Montana Environmental Issues
Land near the property of Don and Irene Moffett in Glendive, Mont., where the Keystone pipeline will pass. The couple worries that Keystone will degrade the land.Nate Schweber
GLENDIVE, Mont. — In the kitchen of a small white farmhouse down a corrugated dirt road, through a sea of grass, Irene Moffett pointed at chalky buttes on the blue horizon. For generations, her family has worked this land. Now, one mile from her property, a Canadian company hopes to lay the Keystone XL pipeline, which would siphon crude oil from Canada's tar-sand mines to a seaport on the Gulf of Mexico.
"Most jobs won't last after the pipeline's built, and what happens if there's a spill?" said Moffett, 77. "Why should we put up with the pollution, the disruption of agricultural lands? What's in it for Montana?"

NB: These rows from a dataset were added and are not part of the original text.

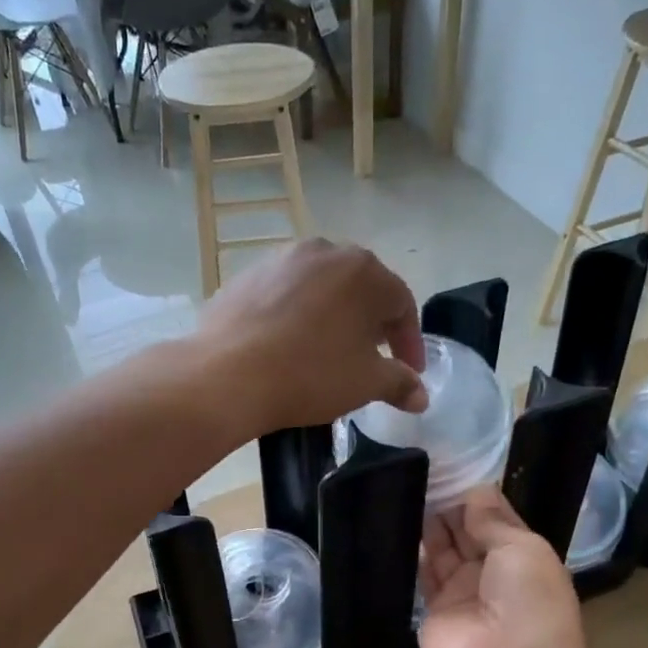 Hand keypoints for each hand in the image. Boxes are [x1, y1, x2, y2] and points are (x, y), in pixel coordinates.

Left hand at [195, 239, 425, 434]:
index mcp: (364, 271)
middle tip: (372, 356)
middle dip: (372, 324)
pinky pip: (285, 294)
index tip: (409, 372)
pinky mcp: (246, 276)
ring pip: (321, 288)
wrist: (227, 374)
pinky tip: (288, 344)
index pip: (401, 304)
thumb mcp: (365, 383)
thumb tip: (421, 395)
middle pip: (361, 289)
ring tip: (330, 349)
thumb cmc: (310, 374)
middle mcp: (325, 251)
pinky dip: (296, 316)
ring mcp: (281, 259)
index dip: (409, 342)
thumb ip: (400, 383)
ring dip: (333, 316)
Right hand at [418, 489, 588, 647]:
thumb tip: (476, 491)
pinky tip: (403, 523)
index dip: (481, 498)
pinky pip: (424, 575)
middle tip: (427, 475)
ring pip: (445, 551)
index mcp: (525, 558)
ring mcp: (464, 592)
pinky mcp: (434, 610)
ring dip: (433, 526)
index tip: (456, 468)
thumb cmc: (528, 600)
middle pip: (470, 534)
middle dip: (453, 508)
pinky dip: (416, 552)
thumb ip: (493, 521)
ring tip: (412, 491)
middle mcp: (495, 573)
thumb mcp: (522, 548)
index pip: (500, 520) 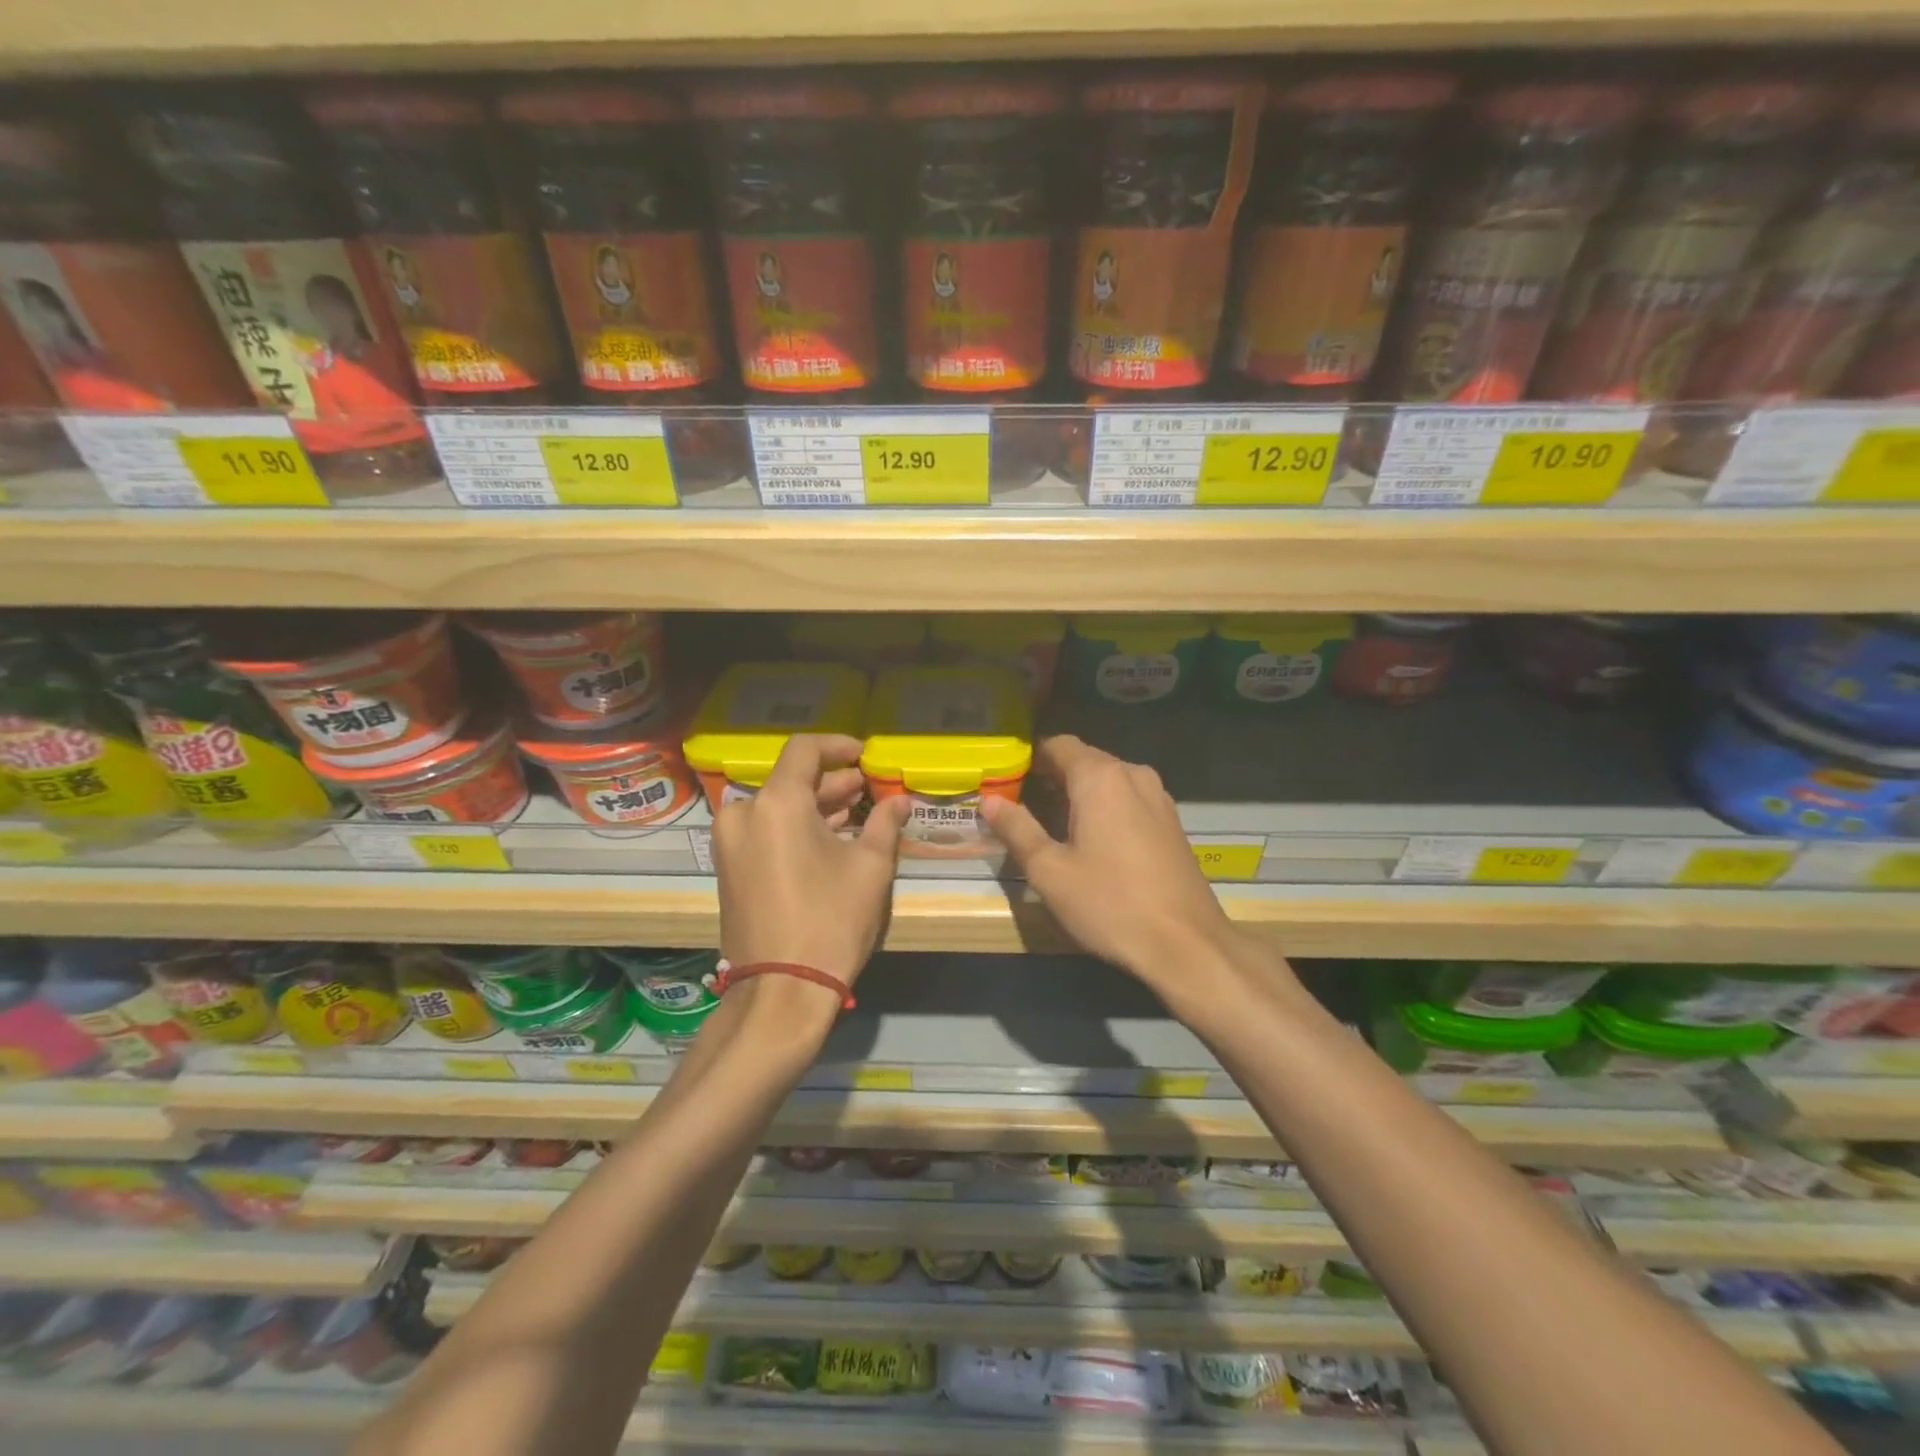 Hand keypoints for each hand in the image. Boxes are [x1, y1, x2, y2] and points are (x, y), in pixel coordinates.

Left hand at [711, 734, 910, 989]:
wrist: (781, 991)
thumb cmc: (830, 921)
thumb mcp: (870, 868)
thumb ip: (884, 823)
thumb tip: (899, 801)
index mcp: (776, 803)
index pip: (805, 750)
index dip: (838, 746)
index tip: (865, 755)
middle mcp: (744, 813)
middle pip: (791, 780)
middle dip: (832, 782)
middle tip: (867, 788)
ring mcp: (730, 843)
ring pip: (777, 807)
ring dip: (815, 806)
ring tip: (855, 812)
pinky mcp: (729, 868)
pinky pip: (765, 831)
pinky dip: (795, 827)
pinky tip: (830, 838)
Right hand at [982, 735, 1245, 995]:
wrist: (1187, 944)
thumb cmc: (1110, 903)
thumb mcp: (1050, 871)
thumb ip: (1017, 829)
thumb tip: (989, 800)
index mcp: (1100, 777)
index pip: (1058, 745)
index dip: (1028, 759)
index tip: (1005, 780)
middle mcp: (1133, 775)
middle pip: (1084, 760)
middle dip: (1051, 777)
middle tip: (1020, 806)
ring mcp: (1159, 797)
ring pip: (1108, 780)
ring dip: (1079, 793)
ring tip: (1052, 825)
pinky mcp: (1172, 822)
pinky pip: (1129, 799)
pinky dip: (1105, 807)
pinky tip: (1092, 841) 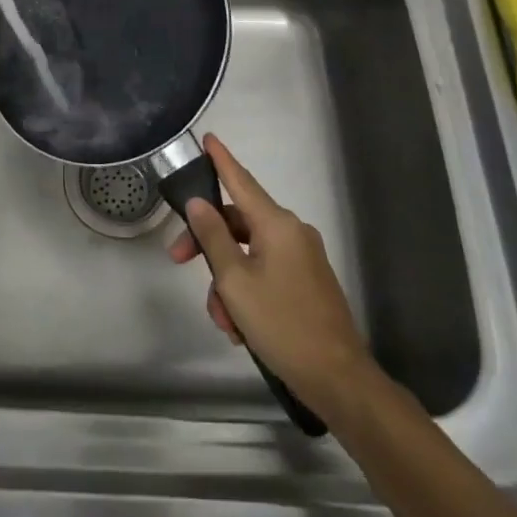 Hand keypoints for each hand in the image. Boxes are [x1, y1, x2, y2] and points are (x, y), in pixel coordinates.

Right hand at [167, 134, 372, 405]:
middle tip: (178, 261)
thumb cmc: (282, 324)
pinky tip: (240, 327)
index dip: (221, 160)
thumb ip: (213, 237)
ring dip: (226, 282)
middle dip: (207, 245)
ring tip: (224, 321)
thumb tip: (199, 203)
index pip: (241, 181)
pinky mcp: (306, 282)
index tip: (208, 138)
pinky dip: (246, 292)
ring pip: (247, 254)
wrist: (338, 379)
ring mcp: (302, 258)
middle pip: (237, 224)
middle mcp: (292, 233)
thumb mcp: (235, 281)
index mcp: (277, 225)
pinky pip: (264, 273) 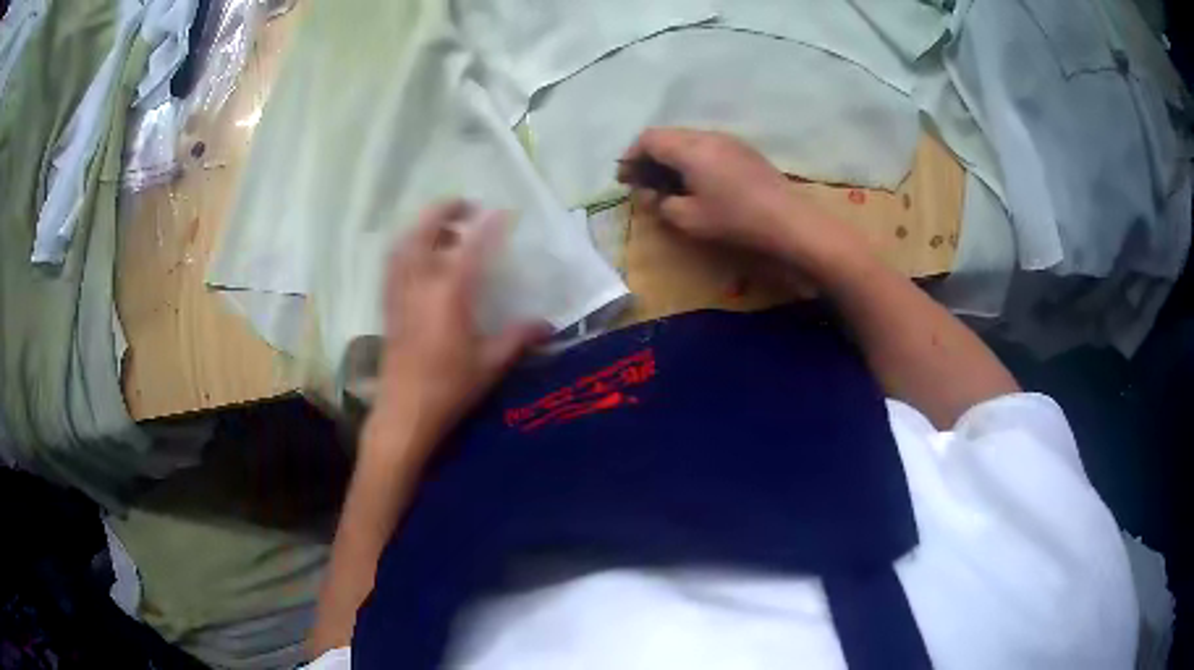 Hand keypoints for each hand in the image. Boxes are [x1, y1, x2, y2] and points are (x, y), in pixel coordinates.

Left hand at [367, 200, 548, 461]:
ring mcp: (399, 293)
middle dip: (443, 211)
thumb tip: (548, 325)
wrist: (405, 412)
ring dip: (422, 226)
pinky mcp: (388, 305)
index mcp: (450, 294)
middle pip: (424, 232)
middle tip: (465, 206)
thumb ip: (518, 338)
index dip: (487, 225)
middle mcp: (420, 284)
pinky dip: (405, 248)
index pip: (470, 247)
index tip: (501, 211)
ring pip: (404, 244)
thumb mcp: (490, 364)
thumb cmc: (449, 388)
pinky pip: (392, 264)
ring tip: (443, 228)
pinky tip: (418, 256)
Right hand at [618, 128, 864, 276]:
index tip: (625, 178)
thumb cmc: (735, 219)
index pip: (649, 138)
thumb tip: (647, 193)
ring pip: (687, 139)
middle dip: (649, 156)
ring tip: (668, 183)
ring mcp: (728, 140)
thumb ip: (660, 203)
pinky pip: (706, 145)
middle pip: (667, 135)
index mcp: (689, 148)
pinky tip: (696, 181)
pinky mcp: (743, 150)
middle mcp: (706, 135)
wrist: (788, 220)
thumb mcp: (689, 218)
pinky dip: (691, 157)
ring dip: (671, 156)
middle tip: (642, 181)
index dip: (631, 156) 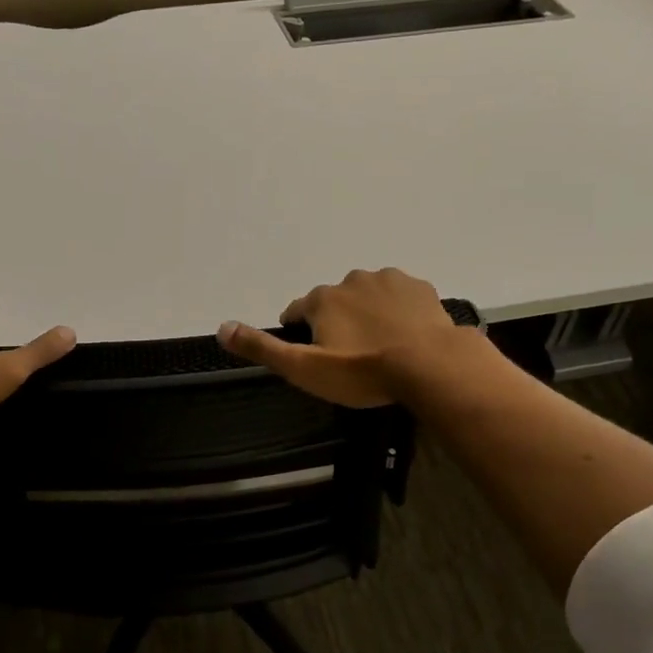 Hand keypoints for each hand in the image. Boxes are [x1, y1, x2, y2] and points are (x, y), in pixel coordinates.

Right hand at [215, 268, 481, 406]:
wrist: (430, 365)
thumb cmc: (362, 372)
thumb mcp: (304, 369)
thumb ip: (263, 348)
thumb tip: (222, 327)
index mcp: (322, 299)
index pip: (297, 310)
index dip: (299, 330)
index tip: (311, 352)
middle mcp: (351, 280)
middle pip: (334, 301)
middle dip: (337, 321)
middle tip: (350, 355)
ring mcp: (389, 280)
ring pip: (367, 295)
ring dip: (367, 313)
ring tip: (380, 345)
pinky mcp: (419, 288)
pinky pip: (400, 296)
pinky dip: (398, 310)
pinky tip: (405, 334) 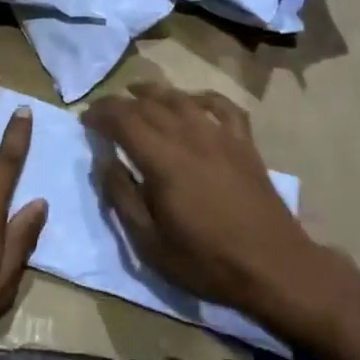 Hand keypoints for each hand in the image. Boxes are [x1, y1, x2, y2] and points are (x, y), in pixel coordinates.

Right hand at [84, 83, 331, 325]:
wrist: (274, 266)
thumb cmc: (206, 261)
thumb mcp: (149, 243)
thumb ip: (121, 197)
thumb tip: (103, 162)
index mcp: (162, 159)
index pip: (123, 119)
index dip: (100, 114)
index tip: (85, 120)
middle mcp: (189, 135)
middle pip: (148, 104)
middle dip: (120, 103)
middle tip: (104, 112)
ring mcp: (220, 134)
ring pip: (181, 98)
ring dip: (154, 92)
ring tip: (137, 93)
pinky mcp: (244, 142)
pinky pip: (222, 106)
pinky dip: (202, 97)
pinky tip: (192, 101) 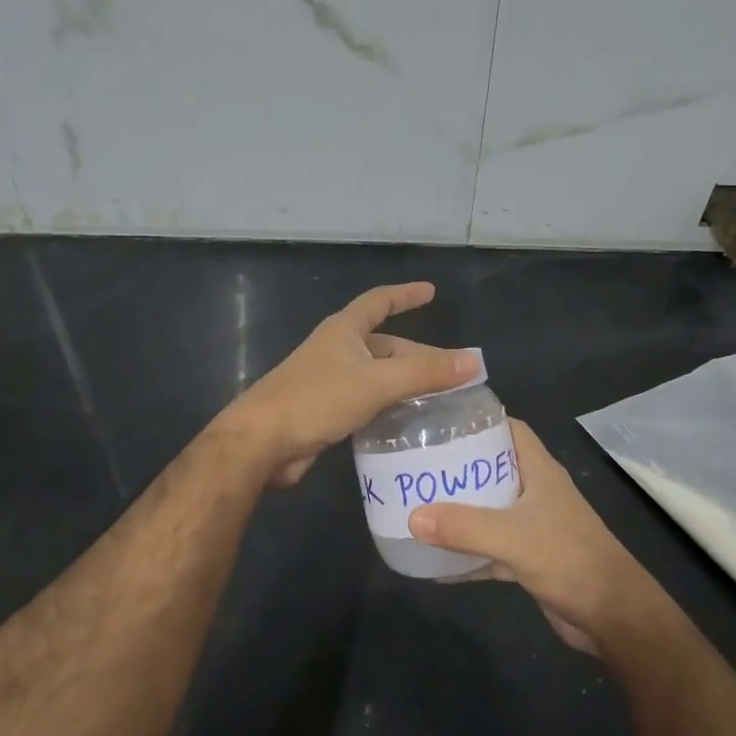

Across this massive state, with scenery ranging from snowy mountains to virgin prairies, a diverse collection of Montanans, in love with their land, is opposing new transportation infrastructure for coal and oil.
Three proposed projects — the Keystone XL pipeline, a new coal railroad and a trucking route for mining equipment the size of apartment buildings — have triggered protests in different regions of the state, and not just from people who dislike fossil fuels.
Ranchers, Native Americans, farmers and environmentalists say they don't want the industrialization of the land that comes with moving the fuels and with the equipment needed for their extraction.
"A certain amount of that has to happen, " said Moffett's husband, Donald Moffett, 84, standing on tawny fields his grandparents homesteaded in 1909. "But I'd just as soon it stay agriculture."
Irene Moffett in her kitchen.Nate Schweber
The fuels these proposed projects would transport are among the filthiest on earth, some scientists warn. Environmentalists argue that burning coal and Canadian tar sands oil could saturate the atmosphere with a critical amount of carbon dioxide — so much that the climate would heat up even faster than it is already warming. Many are calling the northwestern United States, with Montana at its heart, a carbon choke point — that is, a place where opponents might stop dirty fossil fuels before they can be burned.
Montana is "potentially a real cork in the carbon bottle, " said author and activist Bill McKibben. "And it's a perfect illustration of the emerging, sprawling fossil-fuel resistance. It's necessarily centered in local concerns."
Keystone
The most controversial of the pending projects is the proposed Keystone XL pipeline, a project yet to be approved by President Barack Obama's administration. Around the world, many have debated the project in terms of risk to the climate, potential to make the United States more energy independent and opportunity to create wealth. But more is at stake in Montana.
Bill Whitehead, who serves on the water commission for the Fort Peck Indian Reservation, said his mind changed on Keystone in 2011. That year, a leaking Exxon pipeline in southeastern Montana dumped more than 60, 000 gallons of crude oil into an 85-mile stretch of the Yellowstone River. Then he learned about a pipeline from Alberta's tar sands that ruptured in Michigan in 2010. About a million gallons of a heavy crude oil called bitumen poured into the Kalamazoo River, where it sank to the bottom, complicating the cleanup. The same kind of crude is set to flow through Keystone, across the Missouri River, just upstream from the reservation.
"Initially you think about the jobs, " said Whitehead, a tribal elder who lives in Wolf Point. "And then you think about the bigger picture." He wrote to both of Obama's secretaries of state, Hillary Clinton and John Kerry, urging them to oppose Keystone.
Pipeline proponents, though, note that extraction is already the third-largest industry in the state, behind tourism and agribusiness. Even without the 283 miles of Keystone set to slice across the eastern part of the state, they say, Montana has 6, 700 miles of pipelines.